As humans, we like to seek pleasure and avoid pain. So we should want to do things that make us feel good, right?
Most people start practicing yoga because they hear that yoga can make you feel relaxed, happy, blissed out, healthier, and less stressed. All those things are possible to feel after a yoga class. I know I’ve experienced ‘yoga brain’ (feeling both relaxed yet energised) after many a practice. But what happens when you leave a yoga class feeling kind of like crap? Your body is hurting in places you didn’t realise were in pain, you feel stressed out or anxious or sad and you’re not feeling any of the good things yoga promised you. What gives?
A few weeks after I moved to London, I had plans to go out with a friend, and her friend, for dinner and drinks one evening. I wanted to get in my yoga practice first so I said I’d meet them a bit later. I did a one hour practice, expecting to feel energised and happy, ready to go meet my friend. Instead, I felt bad. I felt irritable, and grumpy and not much in the mood to go meet anyone. What was going on? Was it the style of yoga I did? It was more energetic than the sequences I usually do. Maybe it had brought on a bad energy. Yet maybe, the yoga didn’t bring on those feelings out of thin air. Maybe I was already feeling grumpy and irritable and like I didn’t want to venture out into a busy area before I started practicing, but I didn’t want to feel those things because it went against my idea of being sociable, laid back, and ‘up for anything’.
If you leave a session feeling worse than when you went in, it might feel like yoga isn’t for you. You didn’t do it right, or it doesn’t work for you. Unfortunately, this is a symptom of how yoga is marketed. It’s not great business for a studio or teacher to advertise that you might leave class with your deepest anxieties etched in your brain.
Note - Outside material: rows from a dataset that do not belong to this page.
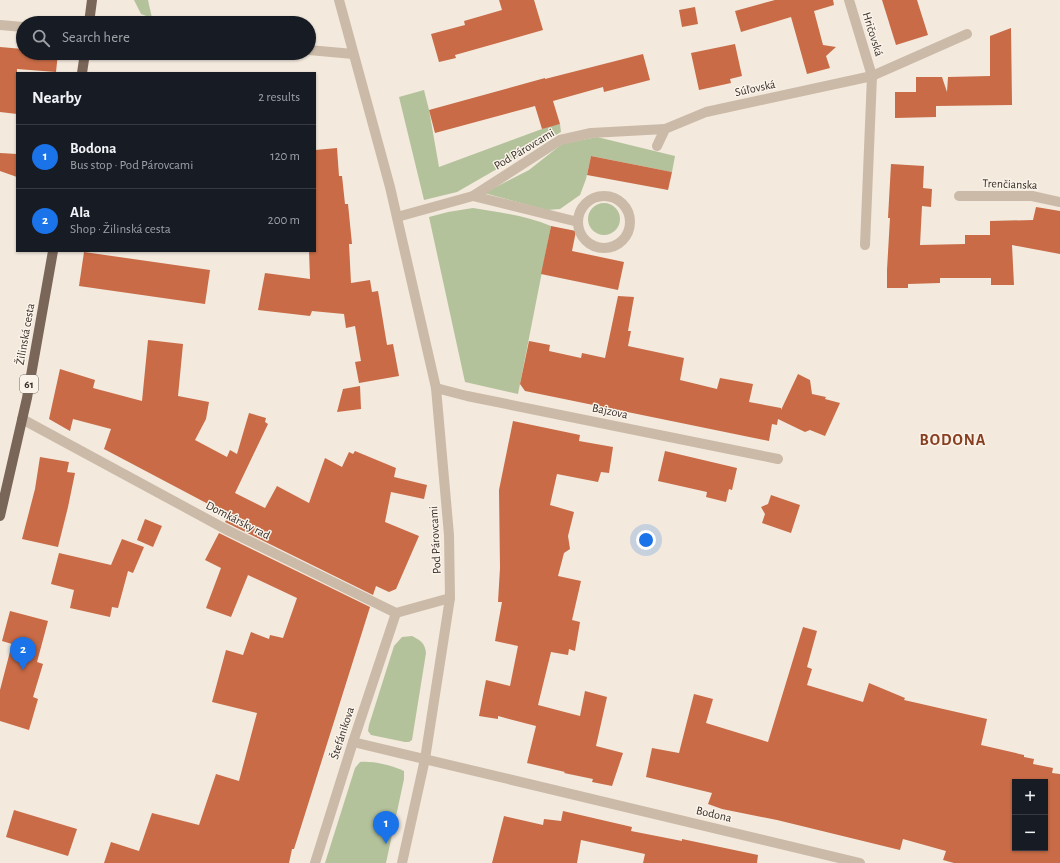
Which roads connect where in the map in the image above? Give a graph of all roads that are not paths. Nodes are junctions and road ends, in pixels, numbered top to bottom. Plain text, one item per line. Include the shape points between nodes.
1 (92, 0) edge
2 (339, 0) edge
3 (849, 0) edge
4 (90, 16) edge
5 (0, 25) edge
6 (16, 26) edge
7 (967, 34) dead end
8 (316, 51) edge
9 (352, 54) junction
10 (84, 60) edge
11 (82, 72) edge
12 (872, 76) junction
13 (665, 129) junction
14 (657, 146) dead end
15 (473, 196) junction
16 (960, 196) dead end
17 (1060, 202) edge
18 (397, 217) junction
19 (578, 222) junction
20 (866, 245) dead end
21 (53, 252) edge
22 (436, 388) junction
23 (22, 419) junction
24 (778, 459) dead end
25 (0, 516) edge
26 (450, 598) junction
27 (396, 613) junction
28 (352, 742) junction
29 (425, 759) junction
30 (834, 860) edge
31 (315, 863) edge
32 (402, 863) edge
33 (860, 863) edge

1 - 4 main road
2 - 9 street, Pod Párovcami
3 - 12 street, Hričovská
5 - 6 street
7 - 12 street, Súľovská
8 - 9 street
9 - 18 street, Pod Párovcami
10 - 11 main road
12 - 13 street, Súľovská via 706,112
12 - 20 street
13 - 14 street
13 - 15 street, Pod Párovcami via 591,133 560,140
15 - 18 street, Pod Párovcami
15 - 19 street, Pod Párovcami
16 - 17 street, Trenčianska via 1032,196
18 - 22 street, Pod Párovcami
19 - 19 street via 579,214 586,203 606,196 622,203 630,218 630,227 624,238 614,246 598,248 583,238
21 - 23 main road, Žilinská cesta / 61
22 - 24 street, Bajzova
22 - 26 street, Pod Párovcami via 449,535
23 - 25 main road, Žilinská cesta / 61
23 - 27 street, Domkársky rad via 229,531
26 - 27 street
26 - 29 street, Pod Párovcami
27 - 28 street, Štefánikova
28 - 29 street, Bodona
28 - 31 street, Štefánikova
29 - 30 street, Bodona
29 - 32 street, Pod Párovcami
30 - 33 street, Bodona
While yoga and meditation can often leave you feeling better than when you started, that’s not the goal. What we are really striving for is to know ourselves- both the good and bad. One of my teachers used the metaphor of a garden- when the sun shines on a garden, it’s indiscriminate. It’s not only the beautiful flowers that grow, but the weeds come up too. It’s then up to us to do the hard work of pulling out the weeds again and again and again.
You might not have noticed that your neck was in pain, or you were feeling nervous about going out with your friends. The awareness you cultivate in a yoga class can bring those things to the surface. And that’s OK. In fact, that means your doing the work you need to do. Observing your thoughts, both good and bad, helps you better understand yourself. It can also help you see that your thoughts are just thoughts. They come and go like sunshine and cloud. They are not facts or permanent states of being. Just having a variety of outcomes from your yoga class can help you to accept the fluctuations of the mind.
If you’ve ever left a yoga class feeling worse off than when you began, don’t feel discouraged, or like you did anything wrong. Allow yourself to feel what you’re feeling, observe your thoughts, and tend to the garden of your mind when you need to.
Have you ever felt ‘bad’ after a yoga or meditation class? I’d love to hear about your experiences in the comments!
If you do notice a pattern of negative thinking or feeling, this may be something you can work on with a therapist or healthcare professional to improve your mood and your health. Yoga takes a holistic approach to health focusing on both the body and mind, and can bring awareness to conditions that require further support.